===== Recorded data =====
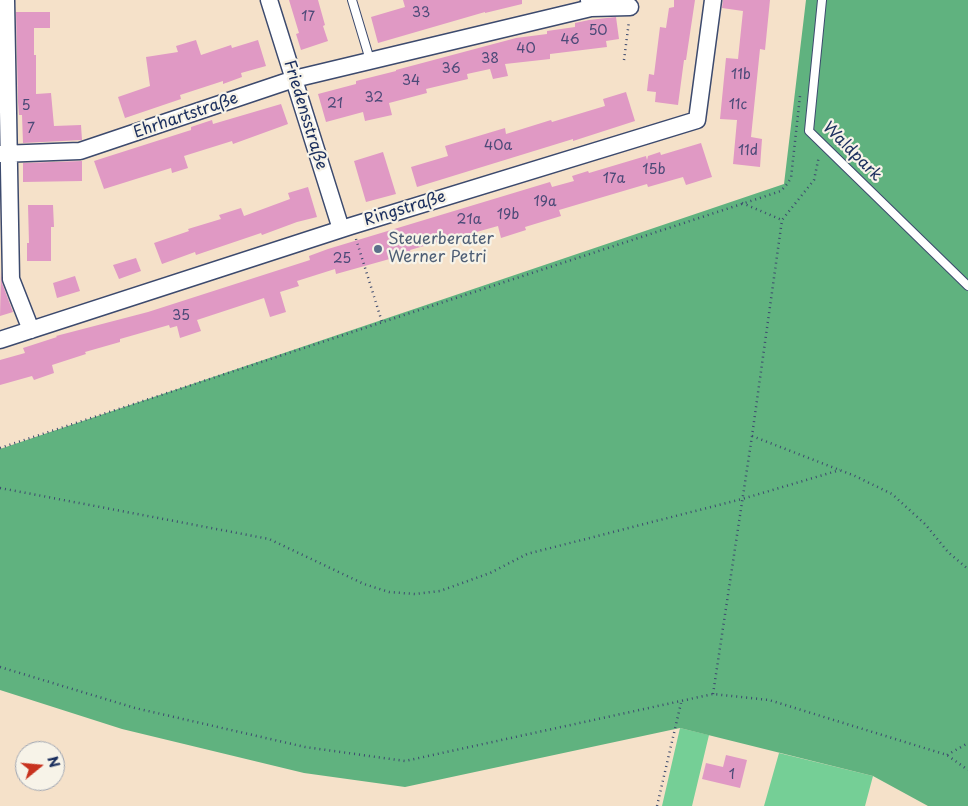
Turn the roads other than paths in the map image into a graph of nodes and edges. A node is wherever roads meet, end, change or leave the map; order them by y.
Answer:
1 (6, 0) edge
2 (269, 0) edge
3 (352, 0) edge
4 (713, 0) edge
5 (822, 0) edge
6 (590, 4) edge
7 (630, 7) road end
8 (370, 60) junction
9 (294, 79) junction
10 (5, 154) edge
11 (346, 228) junction
12 (968, 286) edge
13 (30, 330) junction
14 (0, 340) edge

1 - 10 street
2 - 9 street, Friedensstraße
3 - 8 lane
4 - 11 street, Ringstraße
5 - 12 lane, Waldpark
6 - 7 street, Ehrhartstraße
6 - 8 street, Ehrhartstraße
8 - 9 street, Ehrhartstraße
9 - 10 street, Ehrhartstraße
9 - 11 street, Friedensstraße
10 - 13 street
11 - 13 street, Ringstraße
13 - 14 street, Ringstraße

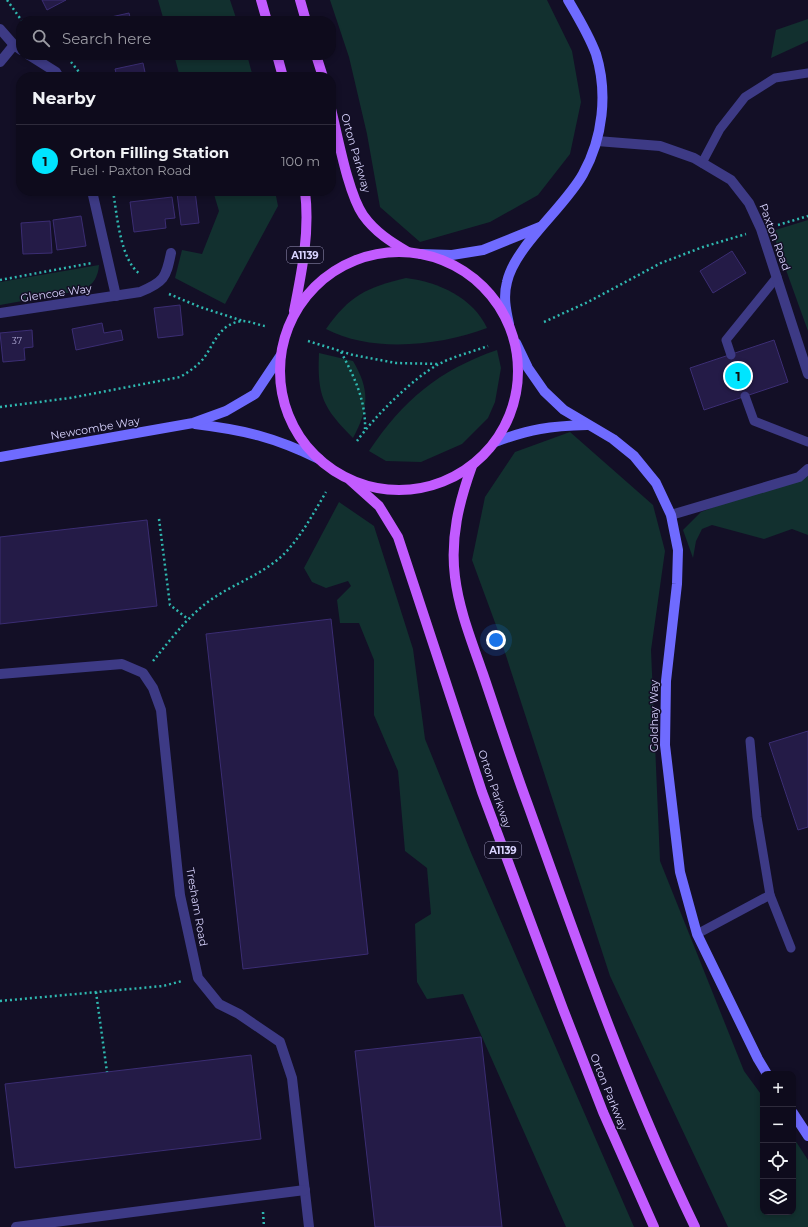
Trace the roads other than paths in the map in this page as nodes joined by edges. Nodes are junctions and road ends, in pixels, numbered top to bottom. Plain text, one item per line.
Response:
1 (261, 0) edge
2 (300, 0) edge
3 (568, 0) edge
4 (266, 16) edge
5 (305, 16) edge
6 (0, 29) edge
7 (16, 46) edge
8 (16, 48) edge
9 (37, 60) edge
10 (278, 60) edge
11 (317, 60) edge
12 (0, 62) edge
13 (56, 72) edge
14 (282, 72) edge
15 (321, 72) edge
16 (808, 73) edge
17 (336, 128) edge
18 (597, 141) junction
19 (702, 163) junction
20 (93, 196) edge
21 (307, 196) edge
22 (542, 227) junction
23 (409, 252) junction
24 (171, 253) dead end
25 (421, 254) junction
26 (777, 277) junction
27 (116, 296) junction
28 (0, 313) edge
29 (293, 317) junction
30 (509, 324) junction
31 (516, 344) junction
32 (281, 355) junction
33 (731, 355) dead end
34 (808, 374) edge
35 (745, 396) dead end
36 (193, 423) junction
37 (587, 425) junction
38 (495, 442) junction
39 (808, 442) edge
40 (0, 456) edge
41 (319, 459) junction
42 (472, 466) junction
43 (808, 469) edge
44 (350, 480) junction
45 (671, 515) junction
46 (0, 674) edge
47 (750, 741) dead end
48 (770, 895) junction
49 (697, 934) junction
50 (791, 948) dead end
51 (765, 1071) edge
52 (796, 1118) edge
53 (808, 1136) edge
54 (305, 1190) junction
55 (16, 1227) edge
56 (309, 1227) edge
57 (654, 1227) edge
58 (695, 1227) edge

1 - 4 main road
2 - 5 main road
3 - 18 street
6 - 7 street
8 - 12 street
9 - 13 street
10 - 14 main road
11 - 15 main road
16 - 19 lane
17 - 23 main road, Orton Parkway
18 - 19 street, Paxton Road
18 - 22 street
19 - 26 street, Paxton Road
20 - 27 street
21 - 29 main road, A1139
22 - 25 street
22 - 30 street
23 - 25 main road
23 - 29 main road
24 - 27 street, Glencoe Way
25 - 30 main road
26 - 33 lane
26 - 34 street, Paxton Road
27 - 28 street, Glencoe Way
29 - 32 main road
30 - 31 main road
31 - 37 street, Goldhay Way
31 - 38 main road
32 - 36 street, Newcombe Way
32 - 41 main road
35 - 39 lane
36 - 40 street, Newcombe Way
36 - 41 street, Newcombe Way
37 - 38 street
37 - 45 street, Goldhay Way
38 - 42 main road
41 - 44 main road
42 - 44 main road
42 - 58 main road
43 - 45 street
44 - 57 main road, Orton Parkway / A1139
45 - 49 street, Goldhay Way
46 - 54 street, Tresham Road
47 - 48 lane
48 - 49 lane
48 - 50 lane
49 - 51 street, Goldhay Way
52 - 53 street
54 - 55 street
54 - 56 street, Tresham Road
=====
* **Work to be completed**: Using the data above, say how many lines include the word "Ringstraße". Write only that number.

* **Result of the exercise**: 3